Despite experiencing some of the lowest home loan rates in history, two in five mortgage holders have not switched providers in the last decade, according to a survey conducted late last year by finder.com.au.
Although most respondents cited being happy with their current lender as the main reason for not having switched, Australians are potentially wasting over $2.3 billion annually.
But the fact is, Aussies who are content with their current lender could be saving an average of $8,000 if they were to commit themselves to an alternate lender.
With a mortgage market more competitive than ever before, new discount offers being distributed daily and exit fees being banned back in 2012, it’s never been a better time for mortgage holders to consider and compare their options.
15 Rowan Street, Elsternwick, VIC.
3 top tips to getting a better home loan rate:
1. Negotiate: Even if you’re content with your current provider, there’s always a better deal. And as the borrower, you have power. Dedicate an hour of your day to calling other providers and find out what deals are on offer. If you challenge your current provider to match the discount/deal/promotion offered by another, the chances are you’ll receive it.
2. Alternate: Jump online and see what else is available. We’re currently experiencing historically low repayment options, so be sure you’ve obtained one. Don’t let potential paperwork prevent you from saving thousands.

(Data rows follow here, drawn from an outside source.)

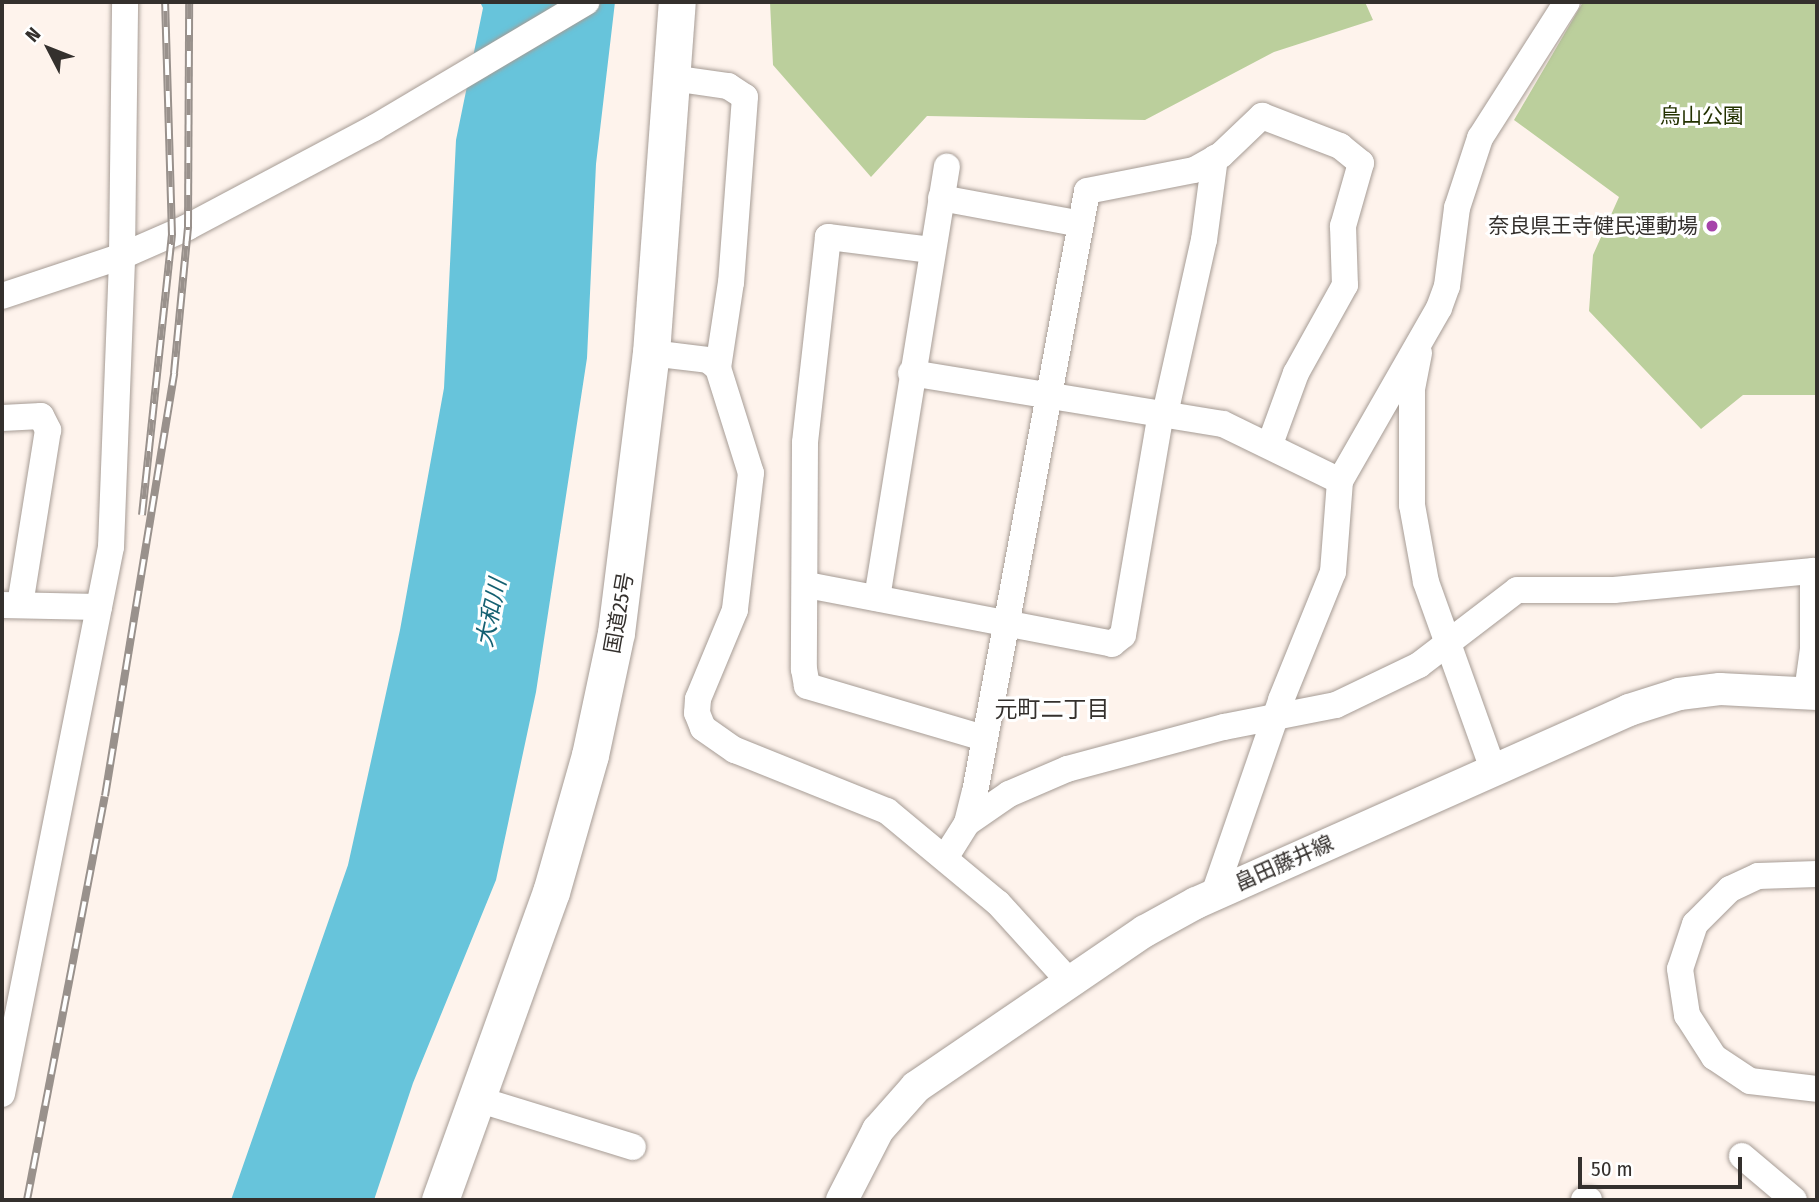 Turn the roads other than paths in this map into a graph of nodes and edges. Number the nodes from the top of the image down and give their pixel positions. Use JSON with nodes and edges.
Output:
{"nodes":[{"id":1,"x":125,"y":2,"type":"edge"},
{"id":2,"x":586,"y":2,"type":"edge"},
{"id":3,"x":677,"y":2,"type":"edge"},
{"id":4,"x":1567,"y":2,"type":"edge"},
{"id":5,"x":672,"y":78,"type":"junction"},
{"id":6,"x":1215,"y":158,"type":"junction"},
{"id":7,"x":947,"y":167,"type":"dead end"},
{"id":8,"x":941,"y":198,"type":"junction"},
{"id":9,"x":1081,"y":224,"type":"junction"},
{"id":10,"x":931,"y":250,"type":"junction"},
{"id":11,"x":122,"y":256,"type":"junction"},
{"id":12,"x":2,"y":296,"type":"edge"},
{"id":13,"x":1421,"y":344,"type":"junction"},
{"id":14,"x":652,"y":353,"type":"junction"},
{"id":15,"x":718,"y":368,"type":"junction"},
{"id":16,"x":911,"y":373,"type":"junction"},
{"id":17,"x":1048,"y":395,"type":"junction"},
{"id":18,"x":1163,"y":414,"type":"junction"},
{"id":19,"x":2,"y":418,"type":"edge"},
{"id":20,"x":1270,"y":444,"type":"junction"},
{"id":21,"x":1340,"y":481,"type":"junction"},
{"id":22,"x":807,"y":585,"type":"junction"},
{"id":23,"x":877,"y":598,"type":"junction"},
{"id":24,"x":11,"y":605,"type":"edge"},
{"id":25,"x":99,"y":607,"type":"junction"},
{"id":26,"x":1004,"y":623,"type":"junction"},
{"id":27,"x":1447,"y":643,"type":"junction"},
{"id":28,"x":1812,"y":693,"type":"edge"},
{"id":29,"x":1275,"y":717,"type":"junction"},
{"id":30,"x":984,"y":738,"type":"junction"},
{"id":31,"x":1493,"y":769,"type":"junction"},
{"id":32,"x":967,"y":823,"type":"junction"},
{"id":33,"x":945,"y":858,"type":"junction"},
{"id":34,"x":1817,"y":874,"type":"edge"},
{"id":35,"x":1214,"y":894,"type":"junction"},
{"id":36,"x":13,"y":978,"type":"edge"},
{"id":37,"x":1070,"y":982,"type":"junction"},
{"id":38,"x":1817,"y":1089,"type":"edge"},
{"id":39,"x":2,"y":1094,"type":"edge"},
{"id":40,"x":477,"y":1099,"type":"junction"},
{"id":41,"x":633,"y":1147,"type":"dead end"},
{"id":42,"x":1742,"y":1156,"type":"dead end"},
{"id":43,"x":440,"y":1200,"type":"edge"},
{"id":44,"x":842,"y":1200,"type":"edge"},
{"id":45,"x":1794,"y":1200,"type":"edge"}],
"edges":[{"from":1,"to":11,"type":"street"},
{"from":2,"to":11,"type":"street"},
{"from":3,"to":5,"type":"highway","name":"国道25号"},
{"from":4,"to":13,"type":"street"},
{"from":5,"to":14,"type":"highway","name":"国道25号"},
{"from":5,"to":15,"type":"street"},
{"from":6,"to":9,"type":"street"},
{"from":6,"to":18,"type":"street"},
{"from":6,"to":20,"type":"street"},
{"from":7,"to":8,"type":"street"},
{"from":8,"to":9,"type":"street"},
{"from":8,"to":10,"type":"street"},
{"from":9,"to":17,"type":"street"},
{"from":10,"to":16,"type":"street"},
{"from":10,"to":22,"type":"street"},
{"from":11,"to":12,"type":"street"},
{"from":11,"to":25,"type":"street"},
{"from":13,"to":21,"type":"street"},
{"from":13,"to":27,"type":"street"},
{"from":14,"to":15,"type":"street"},
{"from":14,"to":40,"type":"highway","name":"国道25号"},
{"from":15,"to":33,"type":"street"},
{"from":16,"to":17,"type":"street"},
{"from":16,"to":23,"type":"street"},
{"from":17,"to":18,"type":"street"},
{"from":17,"to":26,"type":"street"},
{"from":18,"to":20,"type":"street"},
{"from":18,"to":26,"type":"street"},
{"from":19,"to":24,"type":"street"},
{"from":20,"to":21,"type":"street"},
{"from":21,"to":29,"type":"street"},
{"from":22,"to":23,"type":"street"},
{"from":22,"to":30,"type":"street"},
{"from":23,"to":26,"type":"street"},
{"from":24,"to":25,"type":"street"},
{"from":25,"to":36,"type":"street"},
{"from":26,"to":30,"type":"street"},
{"from":27,"to":28,"type":"street"},
{"from":27,"to":29,"type":"street"},
{"from":27,"to":31,"type":"street"},
{"from":28,"to":31,"type":"main road","name":"畠田藤井線"},
{"from":29,"to":32,"type":"street"},
{"from":29,"to":35,"type":"street"},
{"from":30,"to":32,"type":"street"},
{"from":31,"to":35,"type":"main road","name":"畠田藤井線"},
{"from":32,"to":33,"type":"street"},
{"from":33,"to":37,"type":"street"},
{"from":34,"to":38,"type":"street"},
{"from":35,"to":37,"type":"main road","name":"畠田藤井線"},
{"from":36,"to":39,"type":"street"},
{"from":37,"to":44,"type":"main road","name":"畠田藤井線"},
{"from":40,"to":41,"type":"street"},
{"from":40,"to":43,"type":"highway","name":"国道25号"},
{"from":42,"to":45,"type":"street"}]}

3. Consolidate: Refinance to a debt consolidation loan. This type of loan is a home loan you can refinance to which also lets you pay out your credit card and personal loans. Rather than pay off multiple different debts, combine all your debts into a single home loan repayment each month. Additionally, this means that all your debts are only charged at a home loan interest rate – which can be considerably lower than a credit card card or personal loan interest rate. Typically, interest rates on personal loans are over double that of home loan repayments, so combining the two will see you save substantially.